» **YOUR GOAL**
Go through the lines below and copy each one that holds the string "Mochnackiego".
/---
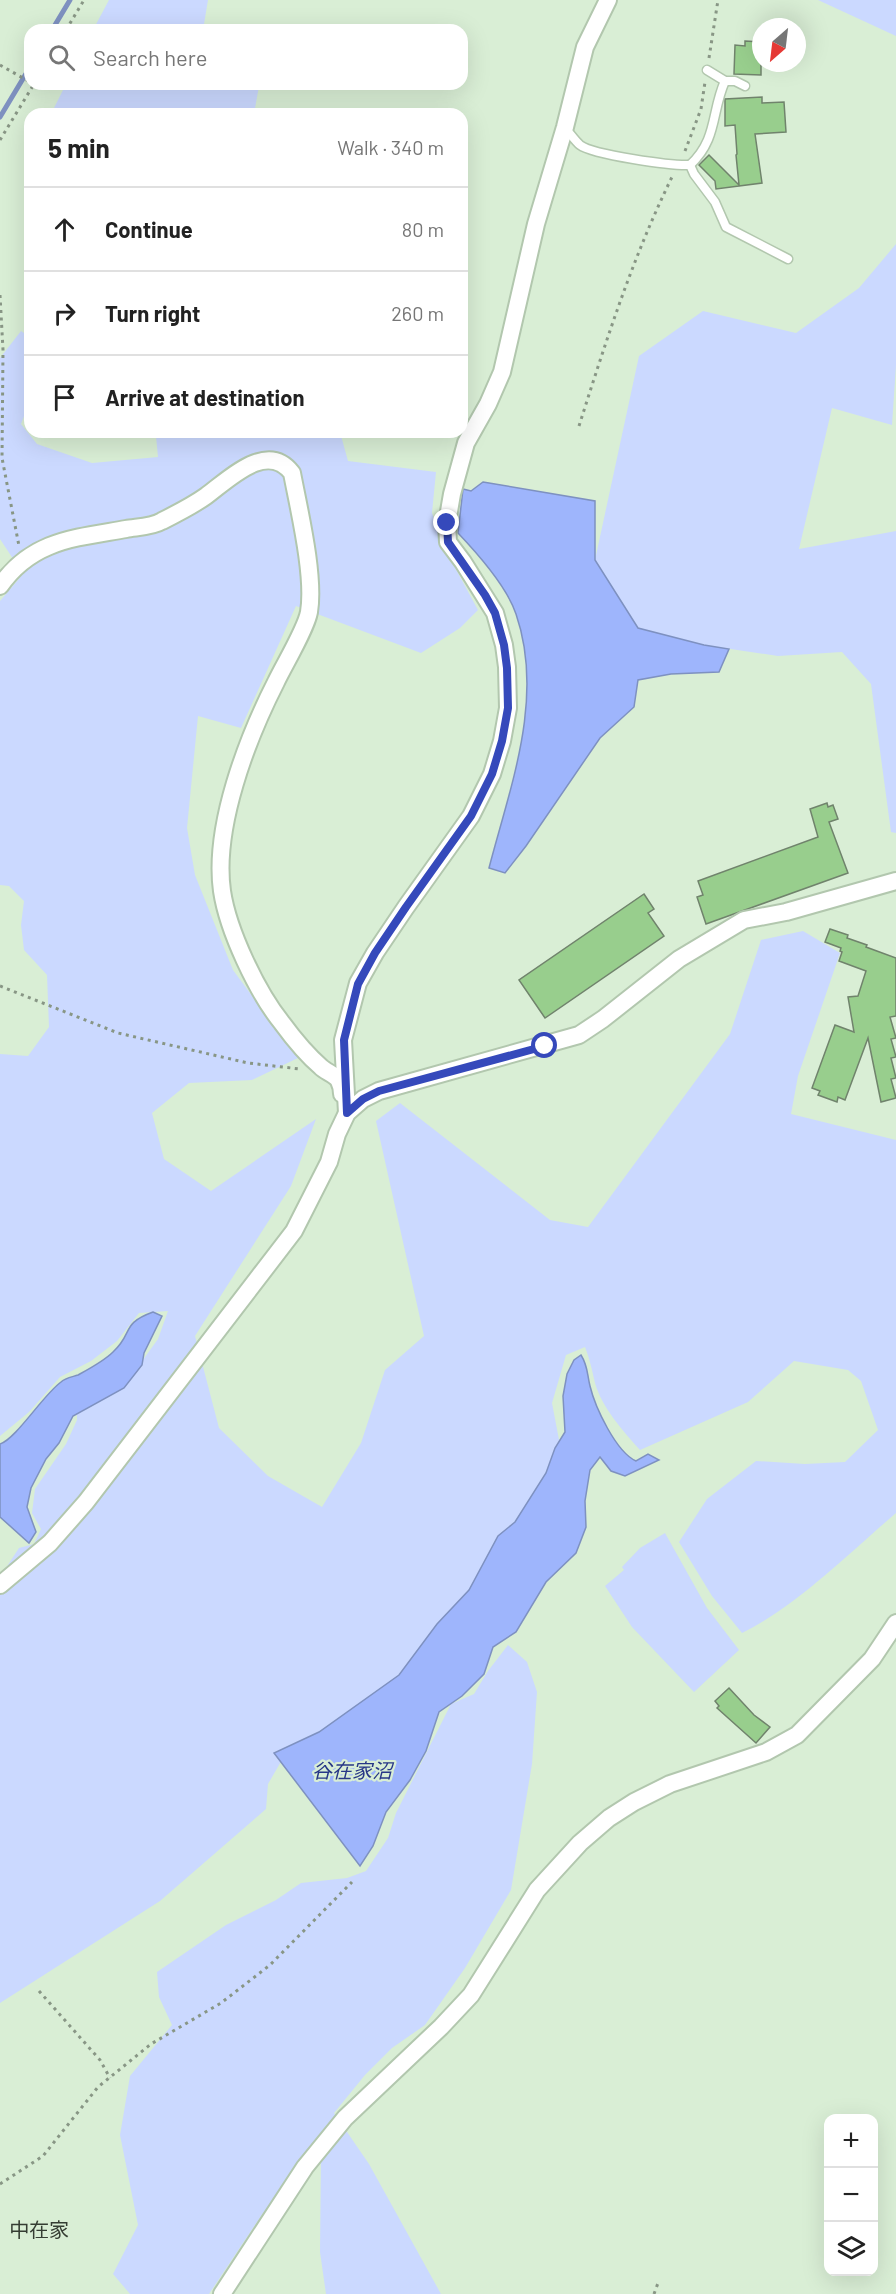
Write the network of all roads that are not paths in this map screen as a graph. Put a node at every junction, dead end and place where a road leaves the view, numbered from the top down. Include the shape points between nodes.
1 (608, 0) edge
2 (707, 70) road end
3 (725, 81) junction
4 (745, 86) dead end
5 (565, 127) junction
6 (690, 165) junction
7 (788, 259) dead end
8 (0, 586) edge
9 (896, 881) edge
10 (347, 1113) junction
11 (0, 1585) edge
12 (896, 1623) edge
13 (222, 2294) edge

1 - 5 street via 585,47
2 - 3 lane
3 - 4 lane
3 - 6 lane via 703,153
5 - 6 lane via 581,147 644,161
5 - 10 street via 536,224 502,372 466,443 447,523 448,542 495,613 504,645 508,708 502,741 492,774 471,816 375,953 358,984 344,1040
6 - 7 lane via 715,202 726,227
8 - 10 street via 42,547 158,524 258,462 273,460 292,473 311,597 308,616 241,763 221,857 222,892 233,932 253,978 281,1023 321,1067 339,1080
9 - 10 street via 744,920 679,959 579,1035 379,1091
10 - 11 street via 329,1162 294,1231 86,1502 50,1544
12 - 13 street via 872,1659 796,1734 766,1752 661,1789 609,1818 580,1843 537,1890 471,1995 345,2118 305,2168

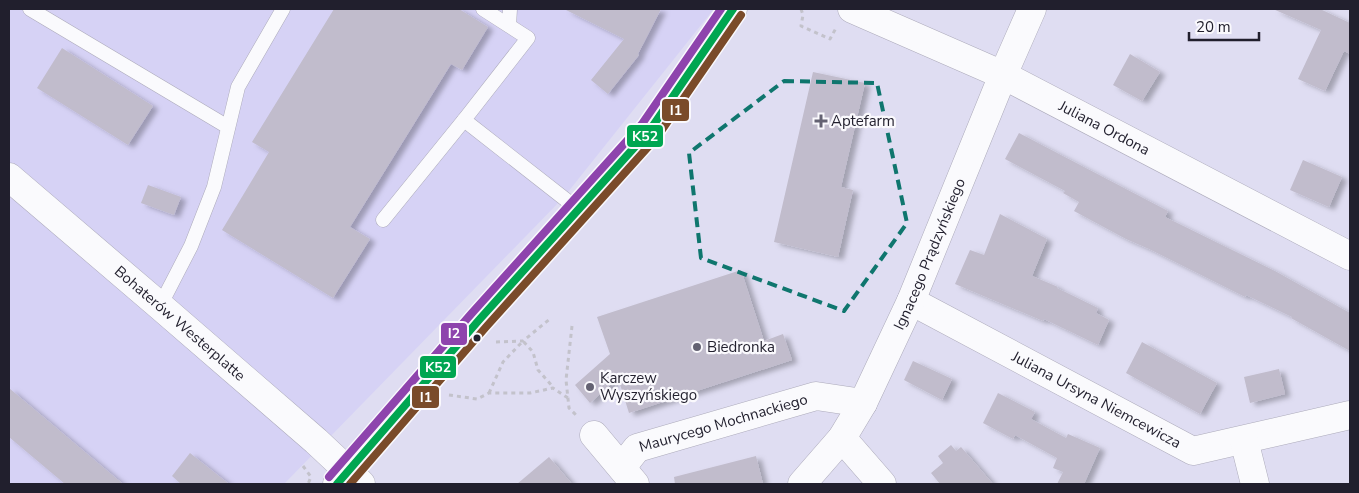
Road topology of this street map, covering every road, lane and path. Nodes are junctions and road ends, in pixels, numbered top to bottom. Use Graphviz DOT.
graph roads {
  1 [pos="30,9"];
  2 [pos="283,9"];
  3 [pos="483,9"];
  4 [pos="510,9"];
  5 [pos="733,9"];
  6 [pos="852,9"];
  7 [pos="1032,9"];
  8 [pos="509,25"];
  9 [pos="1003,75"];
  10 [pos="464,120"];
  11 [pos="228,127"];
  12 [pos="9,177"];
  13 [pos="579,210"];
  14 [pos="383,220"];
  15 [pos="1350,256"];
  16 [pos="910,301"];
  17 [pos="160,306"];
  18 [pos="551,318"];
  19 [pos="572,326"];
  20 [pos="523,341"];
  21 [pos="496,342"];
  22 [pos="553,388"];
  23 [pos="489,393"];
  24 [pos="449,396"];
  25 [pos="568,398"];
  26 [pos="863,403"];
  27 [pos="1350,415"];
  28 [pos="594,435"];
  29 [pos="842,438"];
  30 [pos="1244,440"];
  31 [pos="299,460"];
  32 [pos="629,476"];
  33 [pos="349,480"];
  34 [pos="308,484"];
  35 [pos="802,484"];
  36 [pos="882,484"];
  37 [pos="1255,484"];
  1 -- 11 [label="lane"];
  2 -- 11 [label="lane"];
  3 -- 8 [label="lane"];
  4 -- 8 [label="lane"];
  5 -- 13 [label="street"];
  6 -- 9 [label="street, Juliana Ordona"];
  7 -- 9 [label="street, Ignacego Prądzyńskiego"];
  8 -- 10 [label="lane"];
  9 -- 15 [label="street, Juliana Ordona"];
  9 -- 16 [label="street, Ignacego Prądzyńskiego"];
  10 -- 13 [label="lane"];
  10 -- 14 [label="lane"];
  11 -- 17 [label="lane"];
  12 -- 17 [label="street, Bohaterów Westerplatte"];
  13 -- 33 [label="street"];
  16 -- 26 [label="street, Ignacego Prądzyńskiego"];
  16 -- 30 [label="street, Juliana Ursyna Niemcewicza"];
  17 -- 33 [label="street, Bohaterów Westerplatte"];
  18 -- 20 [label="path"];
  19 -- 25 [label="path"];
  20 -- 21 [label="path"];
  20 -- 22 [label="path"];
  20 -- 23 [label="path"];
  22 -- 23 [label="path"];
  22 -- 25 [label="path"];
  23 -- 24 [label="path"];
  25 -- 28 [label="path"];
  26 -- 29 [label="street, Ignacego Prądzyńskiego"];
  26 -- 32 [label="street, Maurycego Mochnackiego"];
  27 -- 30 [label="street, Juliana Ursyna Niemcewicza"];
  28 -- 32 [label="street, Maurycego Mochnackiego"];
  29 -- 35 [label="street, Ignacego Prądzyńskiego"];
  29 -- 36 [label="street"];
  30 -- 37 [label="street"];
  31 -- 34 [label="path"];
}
\---
» **ANSWER BOX**
  26 -- 32 [label="street, Maurycego Mochnackiego"];
  28 -- 32 [label="street, Maurycego Mochnackiego"];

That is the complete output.